The 1995 verdict in O.J. Simpson's murder trial was ranked highly. Men and women agreed on the three most impactful television events — Sept. 11, Katrina and Simpson. After that, some of the interests diverged. (AP Photo/Myung J. Chun, file)

It’s been 25 years since Americans were glued to their television screens, watching a jury find O.J. Simpson not guilty in the murders of his ex-wife, Nicole Brown Simpson, and waiter Ron Goldman.

On Oct. 3 1995, the former NFL star breathed a sigh of relief in the courtroom, while the acquittal triggered disparate reactions of elation and outrage across the country.

Twenty-five years later, here’s where some of the key players in the Simpson case are now:

OJ Simpson

On Oct. 3 1995, Simpson was acquitted of all criminal charges in the grisly 1994 double murder of Brown Simpson and Goldman. A civil jury in 1997 found Simpson liable for wrongful death and he was ordered to pay millions to the victims' families.

In 2007, Simpson, a Heisman Trophy winner and former Buffalo Bills star, led a group of men into a Las Vegas hotel and casino to steal what he claims were his own sports memorabilia items, at gunpoint.

Simpson was charged with felonies including kidnapping and armed robbery. He was found guilty in the botched robbery in 2008 and sentenced to up to 33 years in prison.

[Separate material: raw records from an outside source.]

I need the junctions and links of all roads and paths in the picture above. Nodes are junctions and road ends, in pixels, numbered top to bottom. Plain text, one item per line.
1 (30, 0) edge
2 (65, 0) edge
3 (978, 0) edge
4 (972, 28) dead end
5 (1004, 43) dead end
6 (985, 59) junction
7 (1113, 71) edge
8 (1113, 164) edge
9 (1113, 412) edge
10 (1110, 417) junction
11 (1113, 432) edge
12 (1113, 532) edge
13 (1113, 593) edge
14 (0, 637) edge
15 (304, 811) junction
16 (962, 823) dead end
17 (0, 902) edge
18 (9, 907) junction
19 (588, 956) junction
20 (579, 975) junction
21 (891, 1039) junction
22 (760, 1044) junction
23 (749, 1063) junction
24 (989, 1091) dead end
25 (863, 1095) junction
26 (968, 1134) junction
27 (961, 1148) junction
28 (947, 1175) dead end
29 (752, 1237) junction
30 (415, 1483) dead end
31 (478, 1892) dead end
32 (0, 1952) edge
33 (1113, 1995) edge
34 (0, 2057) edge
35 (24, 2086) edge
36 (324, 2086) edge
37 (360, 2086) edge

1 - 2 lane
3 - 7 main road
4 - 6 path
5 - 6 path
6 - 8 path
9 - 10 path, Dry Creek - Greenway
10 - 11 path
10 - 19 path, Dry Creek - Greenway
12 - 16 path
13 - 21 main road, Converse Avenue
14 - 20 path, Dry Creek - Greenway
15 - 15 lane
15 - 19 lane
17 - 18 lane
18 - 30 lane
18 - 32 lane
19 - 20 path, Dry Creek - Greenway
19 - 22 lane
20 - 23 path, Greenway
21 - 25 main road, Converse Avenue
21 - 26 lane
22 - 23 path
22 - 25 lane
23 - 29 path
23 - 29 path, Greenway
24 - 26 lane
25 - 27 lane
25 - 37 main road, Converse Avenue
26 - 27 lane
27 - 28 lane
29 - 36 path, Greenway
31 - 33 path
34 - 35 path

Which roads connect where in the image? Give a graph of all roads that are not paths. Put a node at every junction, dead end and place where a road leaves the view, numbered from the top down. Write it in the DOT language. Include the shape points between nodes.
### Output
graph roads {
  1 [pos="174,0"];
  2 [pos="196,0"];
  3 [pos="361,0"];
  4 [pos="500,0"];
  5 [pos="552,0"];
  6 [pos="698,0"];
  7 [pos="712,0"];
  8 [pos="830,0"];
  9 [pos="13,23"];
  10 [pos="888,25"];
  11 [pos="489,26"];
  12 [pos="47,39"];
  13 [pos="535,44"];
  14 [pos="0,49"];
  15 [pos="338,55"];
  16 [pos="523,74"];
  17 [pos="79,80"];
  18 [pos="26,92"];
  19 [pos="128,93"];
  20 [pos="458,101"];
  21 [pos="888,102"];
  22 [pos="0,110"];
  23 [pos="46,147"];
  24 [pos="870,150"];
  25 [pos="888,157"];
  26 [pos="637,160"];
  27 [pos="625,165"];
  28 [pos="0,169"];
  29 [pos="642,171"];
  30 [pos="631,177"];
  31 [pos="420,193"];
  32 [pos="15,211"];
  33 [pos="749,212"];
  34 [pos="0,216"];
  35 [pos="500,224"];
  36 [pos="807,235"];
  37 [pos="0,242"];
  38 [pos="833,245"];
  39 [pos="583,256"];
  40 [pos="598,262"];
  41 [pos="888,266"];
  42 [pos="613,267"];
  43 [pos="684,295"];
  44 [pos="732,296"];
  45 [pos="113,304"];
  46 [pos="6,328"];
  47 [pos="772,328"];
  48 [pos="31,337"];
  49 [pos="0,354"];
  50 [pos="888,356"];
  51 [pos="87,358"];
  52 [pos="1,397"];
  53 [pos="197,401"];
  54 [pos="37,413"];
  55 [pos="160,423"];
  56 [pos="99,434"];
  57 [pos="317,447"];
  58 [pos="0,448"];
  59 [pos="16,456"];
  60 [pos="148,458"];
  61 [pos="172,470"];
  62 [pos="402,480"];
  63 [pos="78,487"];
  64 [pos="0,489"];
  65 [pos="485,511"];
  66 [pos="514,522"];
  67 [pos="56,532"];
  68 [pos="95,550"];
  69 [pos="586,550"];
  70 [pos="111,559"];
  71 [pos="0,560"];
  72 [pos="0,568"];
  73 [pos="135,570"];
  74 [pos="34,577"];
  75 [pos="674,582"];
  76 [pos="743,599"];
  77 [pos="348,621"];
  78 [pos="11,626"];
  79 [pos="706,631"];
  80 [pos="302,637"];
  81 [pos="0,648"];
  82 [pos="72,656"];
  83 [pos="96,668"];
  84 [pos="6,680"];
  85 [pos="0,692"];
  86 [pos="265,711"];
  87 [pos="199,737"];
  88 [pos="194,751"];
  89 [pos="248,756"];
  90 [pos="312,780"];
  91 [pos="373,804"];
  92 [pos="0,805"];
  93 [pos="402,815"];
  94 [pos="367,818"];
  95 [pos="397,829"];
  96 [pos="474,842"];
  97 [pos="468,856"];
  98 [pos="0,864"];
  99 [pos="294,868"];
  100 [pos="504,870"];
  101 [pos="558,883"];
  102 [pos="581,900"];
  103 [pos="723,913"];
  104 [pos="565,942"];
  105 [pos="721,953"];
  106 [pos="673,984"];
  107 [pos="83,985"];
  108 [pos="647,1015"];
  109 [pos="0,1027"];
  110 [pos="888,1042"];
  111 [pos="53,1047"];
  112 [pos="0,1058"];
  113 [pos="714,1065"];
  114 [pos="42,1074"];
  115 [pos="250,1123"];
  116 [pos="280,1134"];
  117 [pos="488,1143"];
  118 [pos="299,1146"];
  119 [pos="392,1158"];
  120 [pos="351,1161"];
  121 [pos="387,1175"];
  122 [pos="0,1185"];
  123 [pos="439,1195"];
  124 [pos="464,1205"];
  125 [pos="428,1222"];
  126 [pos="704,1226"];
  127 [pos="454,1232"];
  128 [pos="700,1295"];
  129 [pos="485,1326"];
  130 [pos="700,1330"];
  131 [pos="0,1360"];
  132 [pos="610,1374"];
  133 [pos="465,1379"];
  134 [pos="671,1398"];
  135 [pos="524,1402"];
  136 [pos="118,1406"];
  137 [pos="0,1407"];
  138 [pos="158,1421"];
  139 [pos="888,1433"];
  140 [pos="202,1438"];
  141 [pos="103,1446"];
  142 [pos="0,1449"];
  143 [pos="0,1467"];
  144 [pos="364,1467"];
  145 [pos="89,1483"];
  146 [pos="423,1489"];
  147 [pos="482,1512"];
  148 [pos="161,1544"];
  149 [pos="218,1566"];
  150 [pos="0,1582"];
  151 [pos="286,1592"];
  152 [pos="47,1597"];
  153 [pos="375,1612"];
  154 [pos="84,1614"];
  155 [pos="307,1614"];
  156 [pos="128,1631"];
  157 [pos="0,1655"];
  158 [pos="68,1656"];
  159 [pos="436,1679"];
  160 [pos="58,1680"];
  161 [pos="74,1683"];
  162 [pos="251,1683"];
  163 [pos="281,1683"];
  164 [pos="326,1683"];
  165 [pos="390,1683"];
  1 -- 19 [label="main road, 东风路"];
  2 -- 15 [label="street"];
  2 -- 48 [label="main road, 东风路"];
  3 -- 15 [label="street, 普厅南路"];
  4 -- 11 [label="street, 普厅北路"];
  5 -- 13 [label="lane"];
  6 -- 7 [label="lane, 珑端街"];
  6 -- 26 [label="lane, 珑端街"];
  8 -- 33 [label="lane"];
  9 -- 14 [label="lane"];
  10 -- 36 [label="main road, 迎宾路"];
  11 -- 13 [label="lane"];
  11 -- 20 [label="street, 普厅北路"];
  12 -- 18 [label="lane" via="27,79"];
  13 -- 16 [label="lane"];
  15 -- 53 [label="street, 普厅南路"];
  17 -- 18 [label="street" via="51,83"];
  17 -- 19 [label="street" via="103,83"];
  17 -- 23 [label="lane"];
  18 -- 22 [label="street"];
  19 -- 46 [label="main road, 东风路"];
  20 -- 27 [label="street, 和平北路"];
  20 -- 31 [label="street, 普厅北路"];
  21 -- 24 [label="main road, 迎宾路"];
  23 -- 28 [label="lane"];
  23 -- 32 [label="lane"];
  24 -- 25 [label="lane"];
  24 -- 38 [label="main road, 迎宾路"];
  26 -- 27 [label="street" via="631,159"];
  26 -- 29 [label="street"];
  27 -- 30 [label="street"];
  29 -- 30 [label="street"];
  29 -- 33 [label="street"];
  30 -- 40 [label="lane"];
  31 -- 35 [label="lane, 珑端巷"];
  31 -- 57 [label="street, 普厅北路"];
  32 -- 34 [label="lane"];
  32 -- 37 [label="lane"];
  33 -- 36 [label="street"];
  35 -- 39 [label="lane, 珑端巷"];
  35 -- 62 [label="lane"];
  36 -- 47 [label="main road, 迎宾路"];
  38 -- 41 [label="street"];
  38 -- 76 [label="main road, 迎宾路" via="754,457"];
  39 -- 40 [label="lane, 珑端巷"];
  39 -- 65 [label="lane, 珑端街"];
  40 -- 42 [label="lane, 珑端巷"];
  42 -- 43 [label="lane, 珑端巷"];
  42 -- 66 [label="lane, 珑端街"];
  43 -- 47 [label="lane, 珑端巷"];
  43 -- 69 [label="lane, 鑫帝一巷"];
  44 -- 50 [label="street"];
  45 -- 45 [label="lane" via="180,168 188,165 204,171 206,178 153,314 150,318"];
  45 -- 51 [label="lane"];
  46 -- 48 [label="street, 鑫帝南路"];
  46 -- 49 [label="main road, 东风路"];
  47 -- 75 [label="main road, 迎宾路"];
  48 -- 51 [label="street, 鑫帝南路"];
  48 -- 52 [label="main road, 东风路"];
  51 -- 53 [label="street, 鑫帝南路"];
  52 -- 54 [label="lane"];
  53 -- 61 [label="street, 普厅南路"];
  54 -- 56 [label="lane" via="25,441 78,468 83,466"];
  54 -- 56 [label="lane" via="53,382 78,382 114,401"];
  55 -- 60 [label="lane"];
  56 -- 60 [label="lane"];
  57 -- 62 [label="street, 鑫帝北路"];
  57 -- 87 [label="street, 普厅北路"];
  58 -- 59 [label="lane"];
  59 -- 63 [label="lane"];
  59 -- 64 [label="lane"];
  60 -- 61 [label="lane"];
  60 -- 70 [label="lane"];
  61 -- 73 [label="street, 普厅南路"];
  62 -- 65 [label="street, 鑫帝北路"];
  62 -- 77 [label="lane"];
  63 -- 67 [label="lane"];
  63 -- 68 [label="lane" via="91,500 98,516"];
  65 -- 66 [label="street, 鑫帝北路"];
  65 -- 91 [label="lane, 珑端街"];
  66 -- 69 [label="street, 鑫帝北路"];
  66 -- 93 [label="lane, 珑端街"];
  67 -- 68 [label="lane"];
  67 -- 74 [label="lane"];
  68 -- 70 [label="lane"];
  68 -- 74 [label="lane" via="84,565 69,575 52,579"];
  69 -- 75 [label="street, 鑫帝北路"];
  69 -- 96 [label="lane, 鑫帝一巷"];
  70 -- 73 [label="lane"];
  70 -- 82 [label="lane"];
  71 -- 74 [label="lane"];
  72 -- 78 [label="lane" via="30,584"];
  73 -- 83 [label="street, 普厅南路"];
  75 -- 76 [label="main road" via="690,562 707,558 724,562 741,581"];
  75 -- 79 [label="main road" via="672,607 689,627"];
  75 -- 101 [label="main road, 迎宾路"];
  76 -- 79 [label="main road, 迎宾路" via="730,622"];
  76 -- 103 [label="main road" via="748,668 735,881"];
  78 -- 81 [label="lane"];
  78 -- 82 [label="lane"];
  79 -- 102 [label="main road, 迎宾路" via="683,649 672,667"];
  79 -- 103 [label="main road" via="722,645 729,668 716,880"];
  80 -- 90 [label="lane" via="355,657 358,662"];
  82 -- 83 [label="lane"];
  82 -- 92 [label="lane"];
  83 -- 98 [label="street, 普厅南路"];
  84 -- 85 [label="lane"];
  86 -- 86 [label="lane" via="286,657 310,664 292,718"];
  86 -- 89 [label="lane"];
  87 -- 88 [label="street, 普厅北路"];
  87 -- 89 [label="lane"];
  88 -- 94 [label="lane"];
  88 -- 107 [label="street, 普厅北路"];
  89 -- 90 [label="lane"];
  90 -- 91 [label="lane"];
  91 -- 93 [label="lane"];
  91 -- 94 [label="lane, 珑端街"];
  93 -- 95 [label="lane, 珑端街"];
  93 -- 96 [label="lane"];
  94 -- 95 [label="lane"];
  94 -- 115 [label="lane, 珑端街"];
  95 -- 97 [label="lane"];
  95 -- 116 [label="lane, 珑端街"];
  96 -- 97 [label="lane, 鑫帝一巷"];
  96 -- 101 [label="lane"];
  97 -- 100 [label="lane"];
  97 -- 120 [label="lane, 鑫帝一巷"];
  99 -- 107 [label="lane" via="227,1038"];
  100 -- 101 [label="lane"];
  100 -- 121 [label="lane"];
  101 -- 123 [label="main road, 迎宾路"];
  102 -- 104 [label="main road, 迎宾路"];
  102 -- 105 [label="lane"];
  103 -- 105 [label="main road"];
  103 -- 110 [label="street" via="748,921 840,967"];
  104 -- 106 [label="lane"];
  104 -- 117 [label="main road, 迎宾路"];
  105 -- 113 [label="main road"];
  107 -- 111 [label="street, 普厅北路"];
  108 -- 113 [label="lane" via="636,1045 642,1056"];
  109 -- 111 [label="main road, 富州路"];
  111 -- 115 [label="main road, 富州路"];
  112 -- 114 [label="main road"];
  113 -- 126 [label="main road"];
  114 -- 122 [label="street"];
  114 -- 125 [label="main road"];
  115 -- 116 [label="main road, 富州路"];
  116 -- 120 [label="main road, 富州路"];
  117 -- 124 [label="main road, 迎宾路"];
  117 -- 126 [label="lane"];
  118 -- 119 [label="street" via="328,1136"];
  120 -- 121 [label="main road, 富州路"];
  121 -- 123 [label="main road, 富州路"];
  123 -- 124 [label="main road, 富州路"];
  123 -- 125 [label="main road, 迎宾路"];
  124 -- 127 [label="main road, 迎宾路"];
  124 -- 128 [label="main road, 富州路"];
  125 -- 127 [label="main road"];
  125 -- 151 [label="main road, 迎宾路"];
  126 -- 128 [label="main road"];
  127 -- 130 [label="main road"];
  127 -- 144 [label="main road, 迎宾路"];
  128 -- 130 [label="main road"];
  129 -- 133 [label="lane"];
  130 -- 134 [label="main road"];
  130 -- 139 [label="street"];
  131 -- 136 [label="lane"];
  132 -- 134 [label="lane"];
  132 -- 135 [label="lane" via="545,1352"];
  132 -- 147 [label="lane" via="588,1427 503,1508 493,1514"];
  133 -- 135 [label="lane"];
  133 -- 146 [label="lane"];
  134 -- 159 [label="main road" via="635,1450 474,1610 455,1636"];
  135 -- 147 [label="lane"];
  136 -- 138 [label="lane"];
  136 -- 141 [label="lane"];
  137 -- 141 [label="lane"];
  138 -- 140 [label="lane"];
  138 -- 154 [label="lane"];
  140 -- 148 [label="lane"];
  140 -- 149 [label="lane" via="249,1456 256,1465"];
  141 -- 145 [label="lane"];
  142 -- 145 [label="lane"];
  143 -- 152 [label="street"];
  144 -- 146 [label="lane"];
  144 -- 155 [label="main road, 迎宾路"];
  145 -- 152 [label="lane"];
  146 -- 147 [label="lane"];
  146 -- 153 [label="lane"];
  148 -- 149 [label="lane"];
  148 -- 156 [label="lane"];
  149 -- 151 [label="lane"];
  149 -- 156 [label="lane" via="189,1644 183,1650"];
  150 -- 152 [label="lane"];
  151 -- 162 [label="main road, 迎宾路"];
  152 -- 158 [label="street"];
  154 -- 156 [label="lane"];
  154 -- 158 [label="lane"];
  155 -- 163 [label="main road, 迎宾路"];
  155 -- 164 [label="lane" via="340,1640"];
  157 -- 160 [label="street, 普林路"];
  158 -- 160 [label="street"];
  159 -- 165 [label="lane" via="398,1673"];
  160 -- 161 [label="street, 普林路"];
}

After nine years behind bars, the former NFL player was granted parole in 2017. He walked out of Nevada’s Lovelock Correctional Institute on Oct. 1, 2017.

Now 73, Simpson is living in Las Vegas. He’s active on Twitter, posting videos with his thoughts on politics and football. Simpson has always maintained his innocence in the murders of Brown Simpson and Goldman.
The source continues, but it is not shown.